Tamil Tigers' Debt to America: US Foreign Policy Adventurism & Sri Lanka's Dilemma
- Author: Daya Gamage
- Language: English
- Genre: Non-fiction
- Publisher: CreateSpace Independent Publishing Platform
- Publication date: November 9, 2016
- Publication place: United States
- Media type: Paperback
- Pages: 654
- ISBN: 978-1-5370-5348-6

= Tamil Tigers' Debt to America =

Tamil Tigers' Debt to America: US Foreign Policy Adventurism & Sri Lanka's Dilemma is a book written by Daya Gamage, a retired public affairs assistant and political specialist of United States Department of State. The book provides an analysis and interpretation of Washington's covert and overt foreign policy adventurism on Sri Lanka and practices that revived the country's domestically annihilated military organisation Tamil Tigers (LTTE) in the global arena.
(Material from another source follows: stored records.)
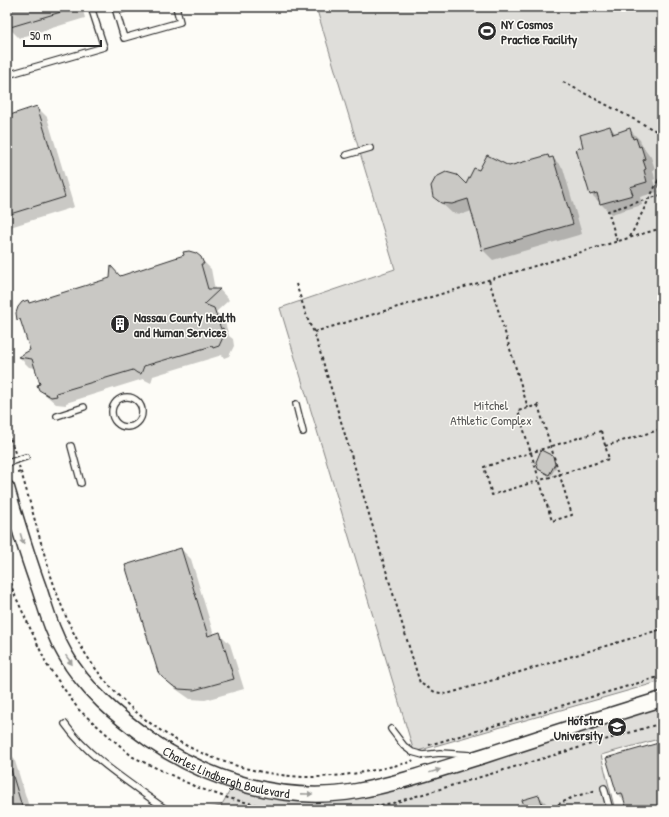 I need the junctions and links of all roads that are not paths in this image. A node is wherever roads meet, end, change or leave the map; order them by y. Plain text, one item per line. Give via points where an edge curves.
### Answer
1 (91, 7) edge
2 (130, 7) edge
3 (176, 7) edge
4 (7, 75) edge
5 (370, 148) dead end
6 (346, 156) dead end
7 (296, 404) dead end
8 (84, 407) dead end
9 (57, 416) dead end
10 (118, 423) joint
11 (303, 432) dead end
12 (71, 446) dead end
13 (26, 457) dead end
14 (7, 463) edge
15 (81, 483) dead end
16 (7, 488) edge
17 (662, 698) edge
18 (64, 724) dead end
19 (390, 729) dead end
20 (482, 756) junction
21 (604, 788) road end
22 (164, 808) dead end
23 (610, 810) edge

1 - 4 lane via 104,46
2 - 3 lane via 116,11 124,38 180,22
5 - 6 lane
7 - 11 lane
8 - 9 lane
10 - 10 lane via 127,426 140,420 142,410 138,401 124,397 116,402 112,410
12 - 15 lane
13 - 14 lane
16 -> 20 street, Charles Lindbergh Boulevard via 44,610 66,656 89,687 110,708 169,752 225,779 269,791 307,794 356,792
17 - 20 street, Charles Lindbergh Boulevard
18 - 22 lane via 74,737 103,762
19 - 20 lane via 404,746 416,753
21 - 23 lane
The author, Daya Gamage was a public affairs assistant and political specialist from 1970 to 1994 at the US diplomatic mission in Sri Lanka. He won a Meritorious Honor Award for his superior performance and professionalism in 1988 from the U.S. State Department.

==Synopsis==
The book describes how Washington created a conducive ambience through its foreign policy to make a respectable global recognition to the Tamil Diaspora, to bring Sri Lanka to the UNHRC in Geneva and possibly for war crimes at ICC in The Hague, after its disappointment in failure to salvage the leadership of Tamil Tigers, the organization which was designated as a foreign terrorist organization (FTO) by America itself under US Federal laws, at the end of the Sri Lankan Civil War. Also it documents about how then US Secretary of State Hillary Clinton had used her authority to suspend IMF funding to Sri Lanka during the last months of the armed conflict as a way of put pressure on the Rajapaksa regime to halts its military offensive against Tamil Tigers to facilitate Prabhakaran to leave the battle ground.